La Corte d’Assiste d’Appello del Tribunale di Napoli ha confermato la condanna all’ergastolo per Antonio De Martino, seppure la ricostruzione dei fatti sia stata fortemente contestata dagli avvocati di De Martino, i quali sostengono che essendosi trattenuto nell’istituto penitenziario per sbrigare alcune faccende, non avrebbe fatto materialmente in tempo a tornare a Ponticelli prima della D’Amico per ucciderla.

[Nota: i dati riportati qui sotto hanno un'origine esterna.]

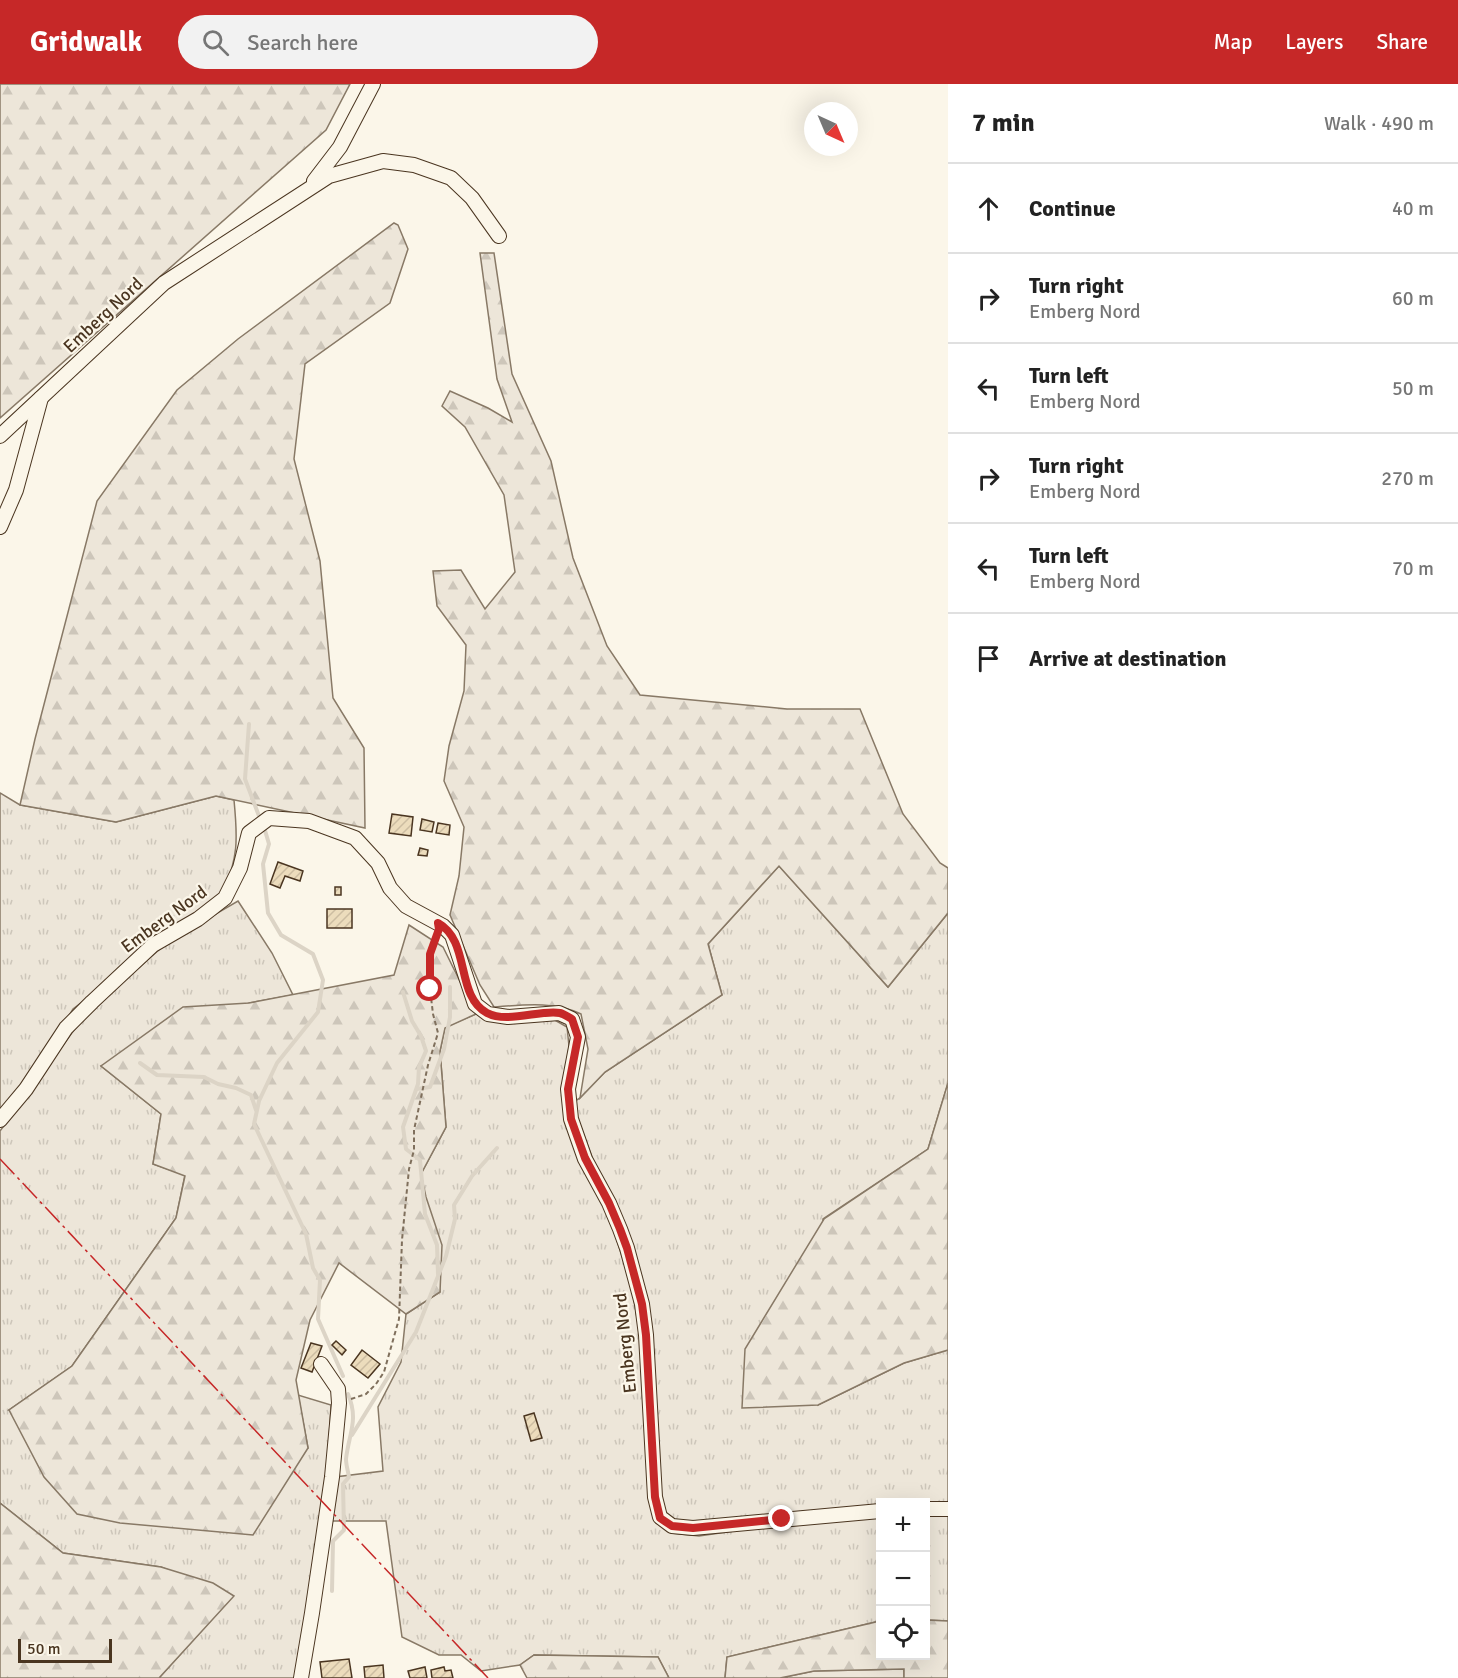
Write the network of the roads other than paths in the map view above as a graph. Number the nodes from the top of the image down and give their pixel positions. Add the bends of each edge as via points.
1 (373, 84) edge
2 (308, 190) junction
3 (499, 236) dead end
4 (41, 398) junction
5 (0, 436) edge
6 (0, 526) edge
7 (0, 1120) edge
8 (321, 1364) dead end
9 (930, 1509) edge
10 (948, 1509) edge
11 (876, 1511) edge
12 (301, 1678) edge

1 - 2 street via 339,147
2 - 3 street, Emberg Nord via 329,176 383,161 414,165 451,178 472,198
2 - 4 street, Emberg Nord via 164,283
4 - 5 street, Emberg Nord
4 - 6 street via 16,490
7 - 11 street, Emberg Nord via 26,1089 66,1028 92,1002 153,945 225,898 240,868 249,833 269,818 309,821 354,838 378,863 390,888 406,906 452,935 475,1004 488,1014 508,1017 559,1013 572,1019 578,1037 568,1089 571,1119 585,1158 620,1229 642,1304 655,1497 660,1518 672,1526 693,1528
8 - 12 street via 338,1389 339,1403 332,1477
9 - 10 street

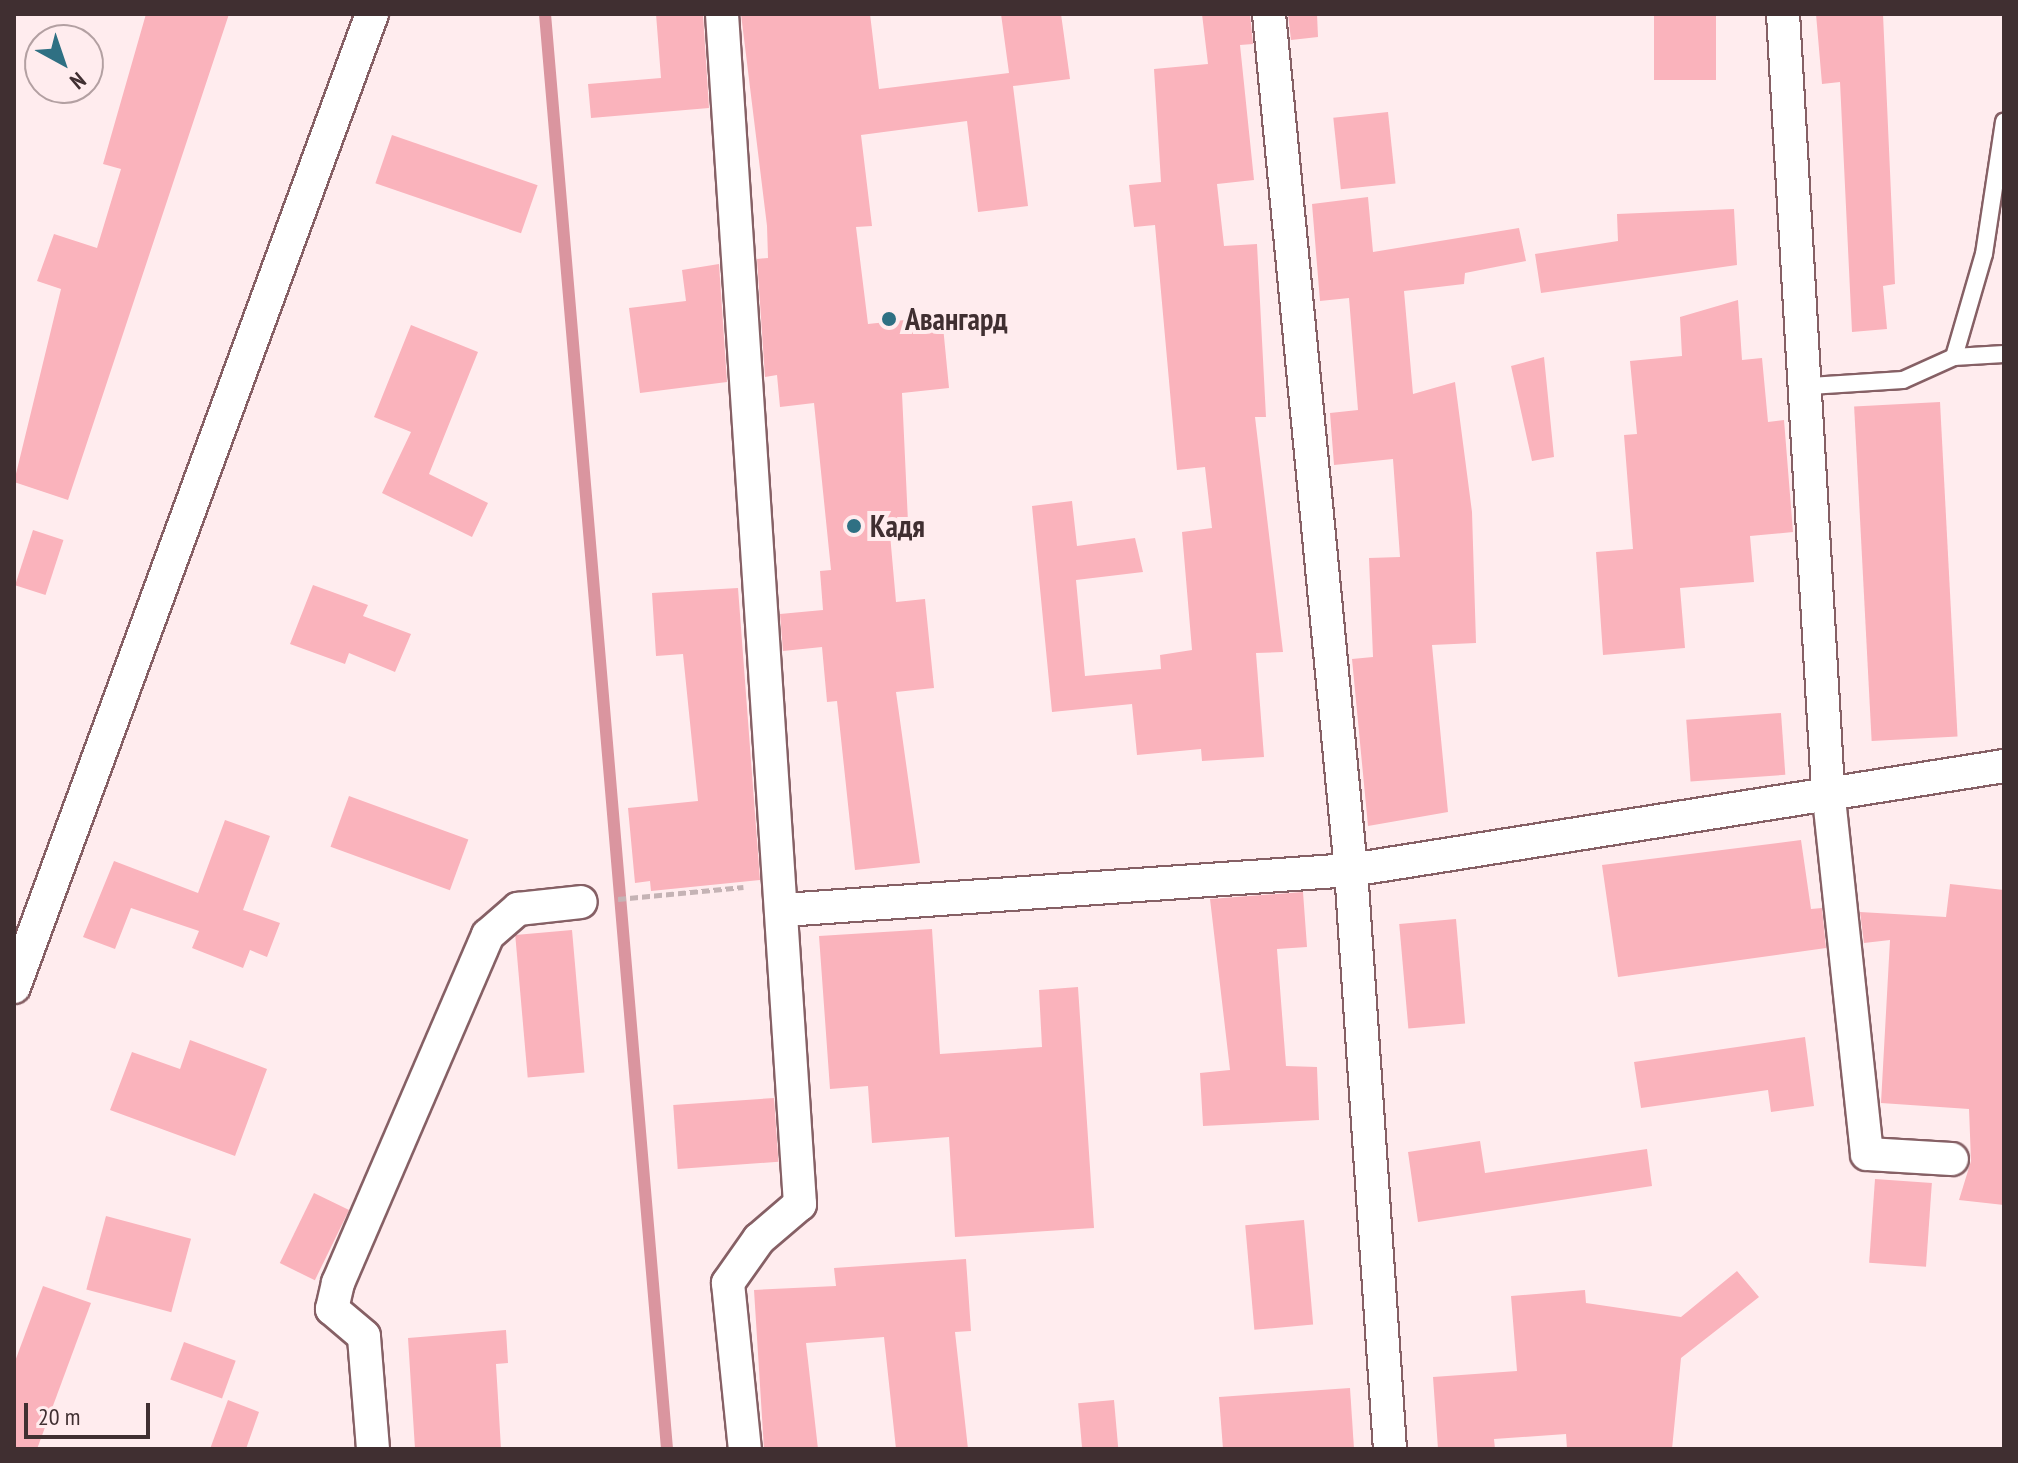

L’unico dato certo è che gli equilibri da preservare, dentro e fuori dal carcere, spingono De Martino senior a prediligere una politica silenziosa, a discapito di azioni eclatanti e plateali che inoltre rischierebbero di attirare l’attenzione delle forze dell’ordine. Corrente di pensiero sposata appieno dai De Micco, soprattutto in seguito al blitz che ha sancito l’uscita di scena dei rivali. Le due compagini controllano il territorio in un clima di armoniosa unione d’intenti. Almeno apparente.
Nessuno dei due clan, al momento, avrebbe interesse ad innescare una faida interna seppure, secondo i ben informati, qualche scintilla in un passato recente si sarebbe registrata.
Questo clima orfano di spari ed azioni eclatanti sta concorrendo ad accrescere i consensi intorno al clan De Micco, additato non solo come il sodalizio egemone a Ponticelli, ma anche come l’unica cosca munita della forza economica necessaria per garantire una vita agiata ai suoi affiliati, dentro e fuori dal carcere.